Questo non è strano? Questa necessità di almeno conoscere il giudizio della Chiesa...
Non è che la natura umana cambi perché cambia la cultura. La persona rimane quello che è. E i desideri profondi del cuore umano son sempre gli stessi, per quanto li si cerchi di soffocare.

Su questi temi emegono due aspetti, entrambi legittimi, ma apparnentemente in contrasto. Da un lato, la salvaguardia dell’identità, dall’altro la necessità dell’accoglienza. Ma come possono stare insieme?
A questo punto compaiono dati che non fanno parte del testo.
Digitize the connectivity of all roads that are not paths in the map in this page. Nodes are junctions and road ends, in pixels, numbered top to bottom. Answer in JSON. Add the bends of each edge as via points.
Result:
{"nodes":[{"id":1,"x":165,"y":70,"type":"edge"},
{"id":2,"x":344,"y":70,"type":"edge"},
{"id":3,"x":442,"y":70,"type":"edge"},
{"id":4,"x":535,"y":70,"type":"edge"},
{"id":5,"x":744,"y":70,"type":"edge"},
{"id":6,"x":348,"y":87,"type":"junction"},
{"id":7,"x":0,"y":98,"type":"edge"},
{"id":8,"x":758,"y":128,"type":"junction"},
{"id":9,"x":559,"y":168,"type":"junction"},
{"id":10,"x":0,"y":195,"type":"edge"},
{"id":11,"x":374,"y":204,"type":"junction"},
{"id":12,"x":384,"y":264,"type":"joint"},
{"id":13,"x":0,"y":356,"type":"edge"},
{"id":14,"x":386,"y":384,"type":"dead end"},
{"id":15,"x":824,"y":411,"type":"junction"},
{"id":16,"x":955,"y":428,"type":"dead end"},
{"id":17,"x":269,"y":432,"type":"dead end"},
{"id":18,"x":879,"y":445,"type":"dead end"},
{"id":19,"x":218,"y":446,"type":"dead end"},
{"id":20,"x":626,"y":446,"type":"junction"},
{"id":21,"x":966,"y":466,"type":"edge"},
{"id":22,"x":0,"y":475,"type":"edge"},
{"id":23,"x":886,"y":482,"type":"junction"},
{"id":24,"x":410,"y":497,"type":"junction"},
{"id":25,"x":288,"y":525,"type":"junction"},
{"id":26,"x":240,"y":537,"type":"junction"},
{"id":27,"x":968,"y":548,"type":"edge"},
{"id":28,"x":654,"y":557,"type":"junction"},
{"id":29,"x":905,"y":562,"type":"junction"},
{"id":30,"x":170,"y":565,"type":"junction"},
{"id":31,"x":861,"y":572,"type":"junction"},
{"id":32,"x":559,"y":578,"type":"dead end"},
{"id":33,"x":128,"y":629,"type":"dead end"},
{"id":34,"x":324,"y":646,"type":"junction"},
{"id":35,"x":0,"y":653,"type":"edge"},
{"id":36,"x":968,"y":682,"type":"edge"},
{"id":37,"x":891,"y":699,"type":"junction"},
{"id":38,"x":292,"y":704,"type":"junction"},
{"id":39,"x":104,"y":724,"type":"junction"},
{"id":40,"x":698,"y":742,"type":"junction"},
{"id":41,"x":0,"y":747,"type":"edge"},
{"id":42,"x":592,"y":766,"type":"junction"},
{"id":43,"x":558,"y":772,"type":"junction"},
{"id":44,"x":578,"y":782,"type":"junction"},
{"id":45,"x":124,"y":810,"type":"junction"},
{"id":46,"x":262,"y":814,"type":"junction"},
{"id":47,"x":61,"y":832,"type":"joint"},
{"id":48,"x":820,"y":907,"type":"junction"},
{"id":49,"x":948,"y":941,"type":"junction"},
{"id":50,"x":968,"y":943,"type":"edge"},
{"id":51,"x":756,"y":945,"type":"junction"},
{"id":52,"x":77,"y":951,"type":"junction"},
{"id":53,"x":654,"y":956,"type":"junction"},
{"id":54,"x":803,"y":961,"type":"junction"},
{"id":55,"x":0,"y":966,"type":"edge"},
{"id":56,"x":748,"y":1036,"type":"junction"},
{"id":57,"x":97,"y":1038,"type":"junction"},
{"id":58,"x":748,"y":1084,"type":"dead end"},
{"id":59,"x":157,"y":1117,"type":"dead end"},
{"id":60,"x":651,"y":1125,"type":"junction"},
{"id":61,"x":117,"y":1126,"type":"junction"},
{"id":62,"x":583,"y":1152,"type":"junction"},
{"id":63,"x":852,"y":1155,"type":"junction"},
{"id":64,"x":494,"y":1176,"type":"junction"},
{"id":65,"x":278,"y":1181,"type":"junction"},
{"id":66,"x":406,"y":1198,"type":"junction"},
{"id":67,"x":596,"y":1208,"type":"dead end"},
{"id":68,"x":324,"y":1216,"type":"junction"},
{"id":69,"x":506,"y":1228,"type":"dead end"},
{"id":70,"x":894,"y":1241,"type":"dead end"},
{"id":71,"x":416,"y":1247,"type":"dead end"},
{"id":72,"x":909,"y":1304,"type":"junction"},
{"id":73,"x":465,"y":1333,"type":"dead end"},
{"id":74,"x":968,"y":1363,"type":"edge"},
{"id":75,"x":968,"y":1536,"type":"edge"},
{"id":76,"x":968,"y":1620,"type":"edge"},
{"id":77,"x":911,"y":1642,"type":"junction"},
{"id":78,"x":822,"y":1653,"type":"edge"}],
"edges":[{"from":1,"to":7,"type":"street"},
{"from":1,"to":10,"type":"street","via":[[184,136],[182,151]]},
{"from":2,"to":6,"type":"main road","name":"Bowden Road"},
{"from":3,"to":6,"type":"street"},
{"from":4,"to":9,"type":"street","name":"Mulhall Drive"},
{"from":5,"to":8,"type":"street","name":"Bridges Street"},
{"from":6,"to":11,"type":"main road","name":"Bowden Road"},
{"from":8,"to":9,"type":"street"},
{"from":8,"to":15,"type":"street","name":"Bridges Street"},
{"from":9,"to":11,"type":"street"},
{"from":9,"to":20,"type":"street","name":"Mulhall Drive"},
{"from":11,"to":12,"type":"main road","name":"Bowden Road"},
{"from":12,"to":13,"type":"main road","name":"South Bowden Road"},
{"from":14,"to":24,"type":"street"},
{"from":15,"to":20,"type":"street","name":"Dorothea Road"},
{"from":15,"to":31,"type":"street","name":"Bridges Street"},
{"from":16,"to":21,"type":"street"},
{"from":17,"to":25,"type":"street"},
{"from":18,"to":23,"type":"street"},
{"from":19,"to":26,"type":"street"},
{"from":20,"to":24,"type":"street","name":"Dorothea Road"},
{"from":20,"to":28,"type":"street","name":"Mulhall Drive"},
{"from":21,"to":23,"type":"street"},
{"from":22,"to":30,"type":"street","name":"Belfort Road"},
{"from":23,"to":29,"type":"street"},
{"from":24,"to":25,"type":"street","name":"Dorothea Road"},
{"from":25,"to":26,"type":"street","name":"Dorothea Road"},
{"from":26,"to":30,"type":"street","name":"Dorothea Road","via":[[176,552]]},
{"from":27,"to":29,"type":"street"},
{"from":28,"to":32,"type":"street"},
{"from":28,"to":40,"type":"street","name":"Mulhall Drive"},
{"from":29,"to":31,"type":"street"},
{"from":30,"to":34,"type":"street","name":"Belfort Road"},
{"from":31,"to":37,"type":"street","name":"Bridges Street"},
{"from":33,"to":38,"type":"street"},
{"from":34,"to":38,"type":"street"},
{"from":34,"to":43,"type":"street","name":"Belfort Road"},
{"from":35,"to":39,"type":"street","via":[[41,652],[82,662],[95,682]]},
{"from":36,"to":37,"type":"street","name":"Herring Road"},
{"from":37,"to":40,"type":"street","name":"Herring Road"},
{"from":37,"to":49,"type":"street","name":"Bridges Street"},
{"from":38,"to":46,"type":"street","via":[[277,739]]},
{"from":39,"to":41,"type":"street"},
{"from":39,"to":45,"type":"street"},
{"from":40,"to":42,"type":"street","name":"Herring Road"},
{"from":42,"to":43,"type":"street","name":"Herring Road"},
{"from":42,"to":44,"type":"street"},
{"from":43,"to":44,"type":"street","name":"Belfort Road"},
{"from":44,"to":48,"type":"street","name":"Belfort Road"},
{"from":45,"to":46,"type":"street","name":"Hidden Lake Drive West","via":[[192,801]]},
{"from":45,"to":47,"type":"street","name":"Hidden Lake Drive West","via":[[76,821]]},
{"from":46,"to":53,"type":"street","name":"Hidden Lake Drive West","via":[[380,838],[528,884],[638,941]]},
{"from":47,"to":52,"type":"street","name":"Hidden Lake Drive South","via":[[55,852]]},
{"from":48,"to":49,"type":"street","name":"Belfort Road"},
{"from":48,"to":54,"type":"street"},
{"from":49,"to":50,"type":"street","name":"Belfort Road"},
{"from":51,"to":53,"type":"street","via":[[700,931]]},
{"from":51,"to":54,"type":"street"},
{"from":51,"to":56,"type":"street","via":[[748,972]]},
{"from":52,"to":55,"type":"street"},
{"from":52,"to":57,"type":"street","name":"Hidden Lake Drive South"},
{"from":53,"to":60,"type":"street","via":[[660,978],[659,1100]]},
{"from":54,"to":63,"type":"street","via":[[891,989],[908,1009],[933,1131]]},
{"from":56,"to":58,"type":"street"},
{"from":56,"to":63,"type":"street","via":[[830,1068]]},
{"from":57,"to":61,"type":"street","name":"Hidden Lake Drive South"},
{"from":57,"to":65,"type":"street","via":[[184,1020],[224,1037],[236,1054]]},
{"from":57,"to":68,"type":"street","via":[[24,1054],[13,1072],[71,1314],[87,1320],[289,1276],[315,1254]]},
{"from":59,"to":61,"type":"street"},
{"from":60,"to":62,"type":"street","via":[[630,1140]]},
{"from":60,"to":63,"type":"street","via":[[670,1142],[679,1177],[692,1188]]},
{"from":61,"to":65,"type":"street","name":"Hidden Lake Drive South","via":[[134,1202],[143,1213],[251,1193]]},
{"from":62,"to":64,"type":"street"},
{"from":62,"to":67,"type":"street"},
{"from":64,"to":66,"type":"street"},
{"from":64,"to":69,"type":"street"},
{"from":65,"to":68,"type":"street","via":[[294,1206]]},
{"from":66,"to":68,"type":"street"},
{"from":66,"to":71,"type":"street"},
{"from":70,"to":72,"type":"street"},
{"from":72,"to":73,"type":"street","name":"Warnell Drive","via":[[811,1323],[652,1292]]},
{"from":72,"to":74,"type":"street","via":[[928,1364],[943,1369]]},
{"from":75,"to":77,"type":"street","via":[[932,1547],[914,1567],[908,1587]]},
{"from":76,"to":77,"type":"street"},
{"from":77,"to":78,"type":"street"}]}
Bisogna partire dal fatto che l’identità è una realtà dinamica. Essa si costruisce continuamente, indipendentemente dall’immigrazione, che è solo una variabile di tale processo. Quindi, la chiave di volta per risolvere il problema si trova nella gestione di questa nuova presenza. Se si agisce in maniera costruttiva, essa diventa un arricchimento nell’evoluzione dell’identità. Però, come in ogni realtà, ci sono degli elementi che, anche nelle culture di chi arriva da fuori, devono essere lasciati andare perché sarebbero distruttivi della novità positiva derivante dall’incontro. Ma quale criterio ci dà la possibilità di dire cosa vale o cosa no? Qui, di nuovo, l’appello alla natura comune di ogni essere umano, correttamente interpretato come soggetto in relazione all’altro, perché è questo il tratto distintivo che ci fa diventare persone. Il messaggio cristiano, nell’interpretazione di ciò che è bene, si aggiunge alla legge naturale, e quindi abbiamo criteri che non sono un limite, ma diventano fonte di arricchimento anche per le nuove culture che si aggiungono alla società che li ospita.